Lastly, let us never forget that the word “Les Miserables” means “The Miserable” when translated. Yet, in the midst of the misery these people faced – fugitive living, poverty, disease, illness, revolt, war, and even the law – we learn that these people were not that miserable. They had grace and redemption – something the law, with all its frills and benefits, did not. They didn’t need to run around, seeking an annual yearly “word,” and God only knows how many personal “words.” Such as life was, they believed people could change – truly repent. They knew their ultimate promise lied in salvation, not in how many things they could obtain in this life. They were able to freely talk to God, whether they understood everything rightly as pertains to belief, or not. They relied on God and knew He was their hope – because, in essence, that is the result of grace. So many in the church have so much more than the people of France did in these days – and we are more rightly called “the miserable” than they were back then. People may have television sets, phones, cars, houses or apartments, computers, gadgets, vacation-based lifestyles, and even more – but they are living by the law, not by grace. Even though Jean Valjean lived as a fugitive, a greater law set him free – and in grace, he found a freedom no court or law could ever issue.
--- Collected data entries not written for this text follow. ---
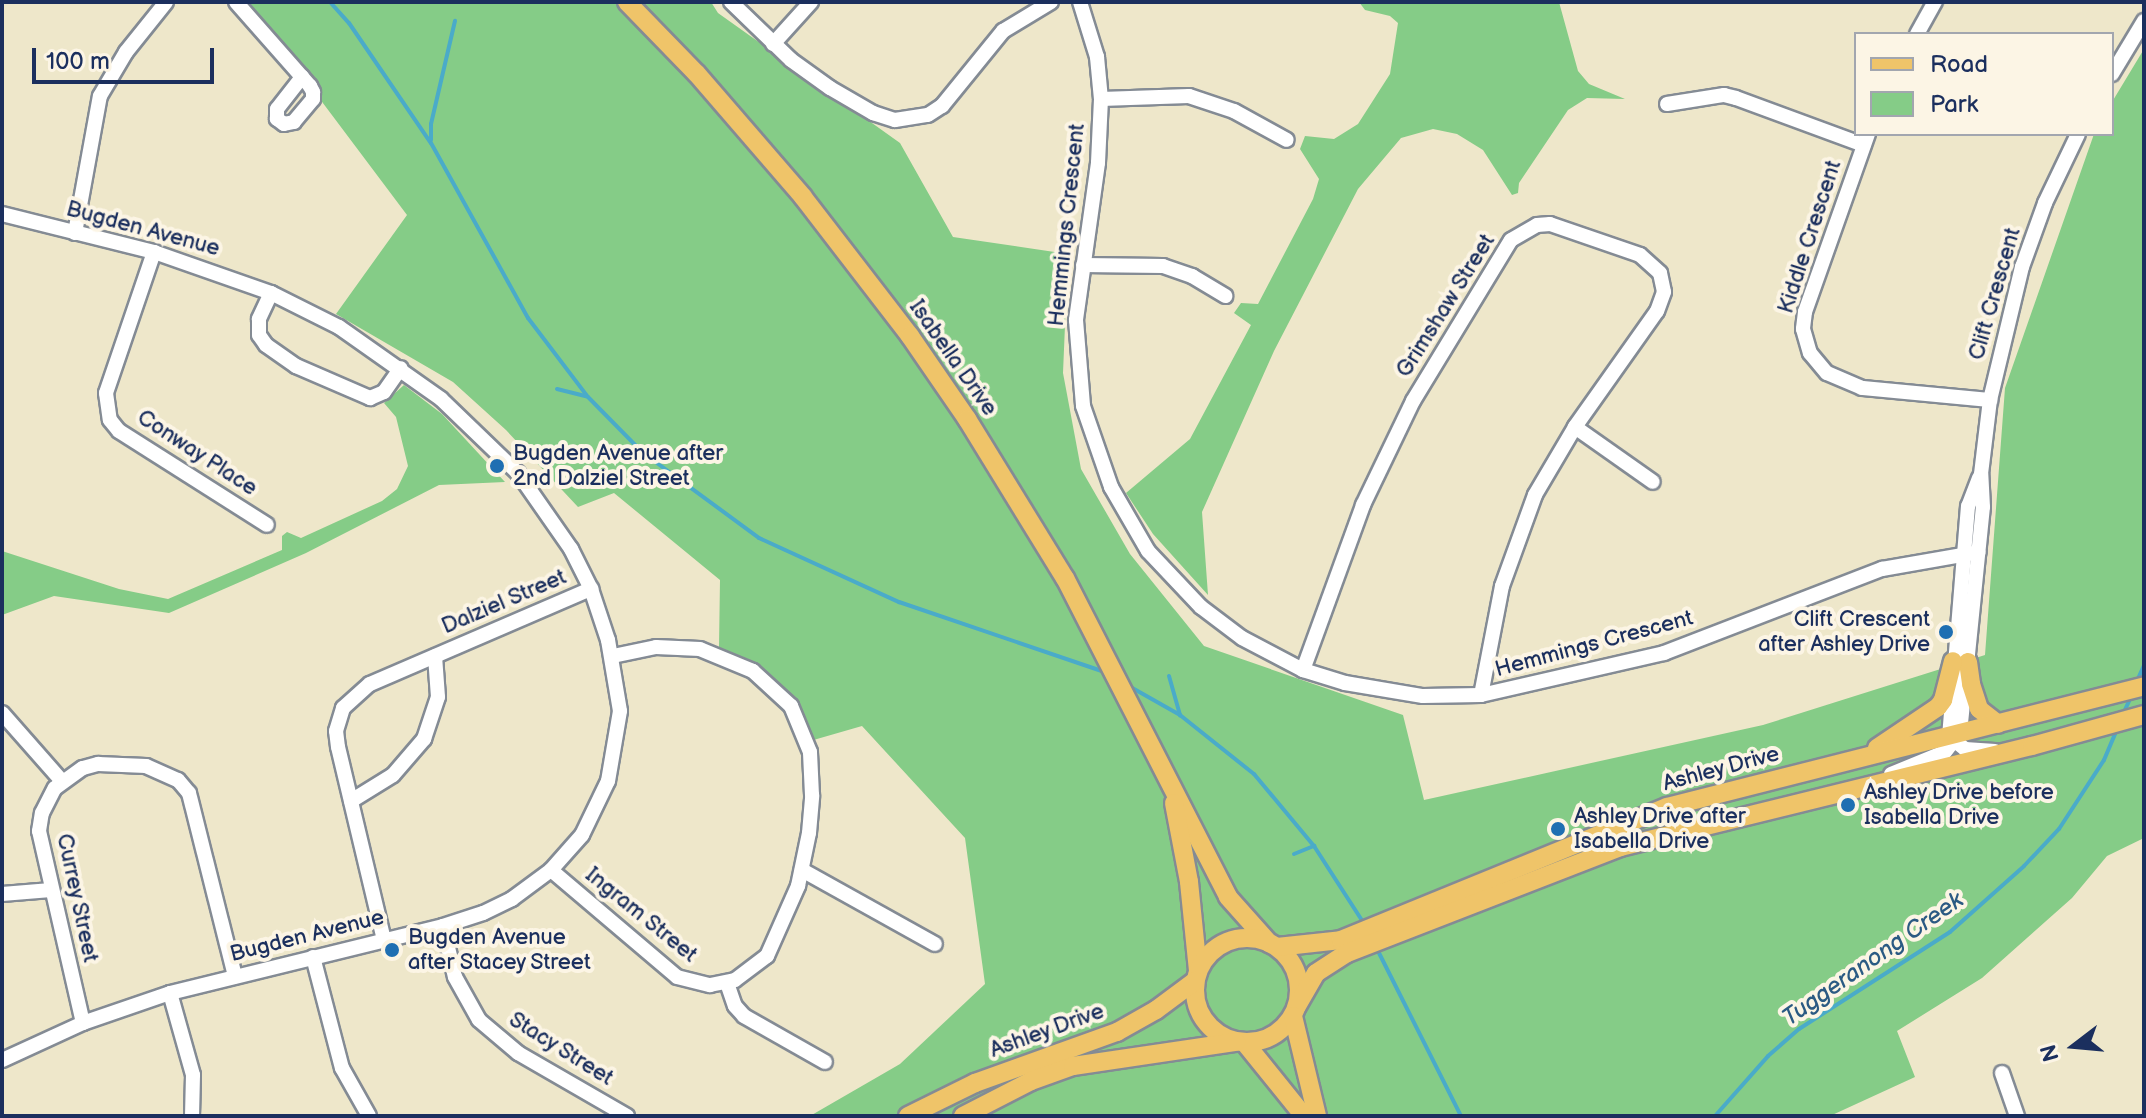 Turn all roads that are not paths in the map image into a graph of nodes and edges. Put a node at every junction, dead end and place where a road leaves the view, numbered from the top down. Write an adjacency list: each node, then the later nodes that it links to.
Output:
1 (166, 2): 21 (street)
2 (236, 2): 13 (street)
3 (627, 2): 46 (main road, Isabella Drive)
4 (731, 2): 11 (street)
5 (811, 2): 11 (street)
6 (1051, 2): 11 (street)
7 (1080, 2): 14 (street, Hemmings Crescent)
8 (1935, 2): 10 (street)
9 (2144, 21): 12 (street)
10 (1918, 32)
11 (773, 44)
12 (2114, 71)
13 (302, 77)
14 (1101, 99): 19 (street); 23 (street, Hemmings Crescent)
15 (1667, 104): 16 (street)
16 (1854, 135)
17 (2077, 136): 27 (street, Clift Crescent)
18 (1866, 139): 27 (street, Kiddle Crescent)
19 (1287, 140)
20 (2, 214): 21 (street, Bugden Avenue)
21 (75, 233): 22 (street, Bugden Avenue)
22 (154, 252): 24 (street, Bugden Avenue); 30 (street, Conway Place)
23 (1083, 265): 25 (street); 36 (street, Hemmings Crescent)
24 (271, 293): 26 (street, Bugden Avenue); 26 (street)
25 (1225, 296)
26 (401, 368): 32 (street, Bugden Avenue)
27 (1990, 400): 31 (street, Clift Crescent)
28 (1575, 427): 29 (street); 36 (street, Grimshaw Street); 38 (street, Grimshaw Street)
29 (1653, 482)
30 (267, 525)
31 (1972, 554): 35 (street, Clift Crescent); 38 (street, Hemmings Crescent)
32 (591, 589): 33 (street, Dalziel Street); 34 (street, Bugden Avenue)
33 (435, 656): 48 (street, Dalziel Street); 48 (street, Dalziel Street)
34 (613, 656): 49 (street, Bugden Avenue); 50 (street)
35 (1961, 661): 41 (main road); 42 (street, Clift Crescent); 44 (main road)
36 (1303, 670): 38 (street, Hemmings Crescent)
37 (2144, 686): 41 (main road, Ashley Drive)
38 (1481, 695)
39 (2, 713): 45 (street)
40 (2144, 715): 43 (main road, Ashley Drive)
41 (1998, 724): 42 (main road, Ashley Drive)
42 (1955, 737): 43 (street); 44 (main road, Ashley Drive); 47 (street)
43 (2011, 751): 47 (main road, Ashley Drive)
44 (1865, 757): 53 (main road, Ashley Drive)
45 (62, 781): 51 (street, Currey Street); 60 (street)
46 (1171, 788): 57 (main road, Isabella Drive); 61 (main road, Isabella Drive)
47 (1852, 789): 53 (main road, Ashley Drive)
48 (351, 801): 55 (street, Dalziel Street)
49 (551, 870): 54 (street, Bugden Avenue); 62 (street, Ingram Street)
50 (802, 870): 56 (street); 62 (street)
51 (51, 890): 52 (street); 65 (street, Currey Street)
52 (2, 894)
53 (1411, 922): 58 (main road, Ashley Drive)
54 (443, 926): 55 (street, Bugden Avenue); 72 (street, Stacy Street)
55 (384, 940): 59 (street, Bugden Avenue)
56 (935, 944)
57 (1273, 945): 58 (main road, Ashley Drive); 61 (main road); 64 (main road)
58 (1344, 946): 64 (main road, Ashley Drive)
59 (313, 957): 60 (street, Bugden Avenue); 71 (street)
60 (235, 976): 63 (street, Bugden Avenue)
61 (1196, 976): 66 (main road); 73 (main road, Ashley Drive)
62 (727, 983): 68 (street)
63 (170, 993): 65 (street, Bugden Avenue); 70 (street)
64 (1295, 1011): 66 (main road); 76 (main road)
65 (83, 1023): 67 (street, Bugden Avenue)
66 (1241, 1042): 74 (main road, Ashley Drive); 75 (main road)
67 (2, 1060)
68 (825, 1062)
69 (2002, 1073): 77 (street)
70 (192, 1116)
71 (369, 1116)
72 (627, 1116)
73 (908, 1116)
74 (963, 1116)
75 (1304, 1116)
76 (1317, 1116)
77 (2017, 1116)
In these days, we need to step back and see the power of living by grace; because therein, we will find true freedom.
Take my hand
And lead me to salvation
Take my love
For love is everlasting
The truth that once was spoken:
To love another person is to see the face of God
Do you hear the people sing?
Lost in the valley of the night
It is the music of a people who are climbing to the light
For the wretched of the earth
There is a flame that never dies
Even the darkest nights will end and the sun will rise
They will live again in freedom in the garden of the Lord
They will walk behind the ploughshare
They will put away the sword
The chain will be broken and all men will have their reward!
Will you join in our crusade?
Who will be strong and stand with me?
Somewhere beyond the barricade is there a world you long to see?
Do you hear the people sing?
Say, do you hear the distant drums?
It is the future that they bring when tomorrow comes!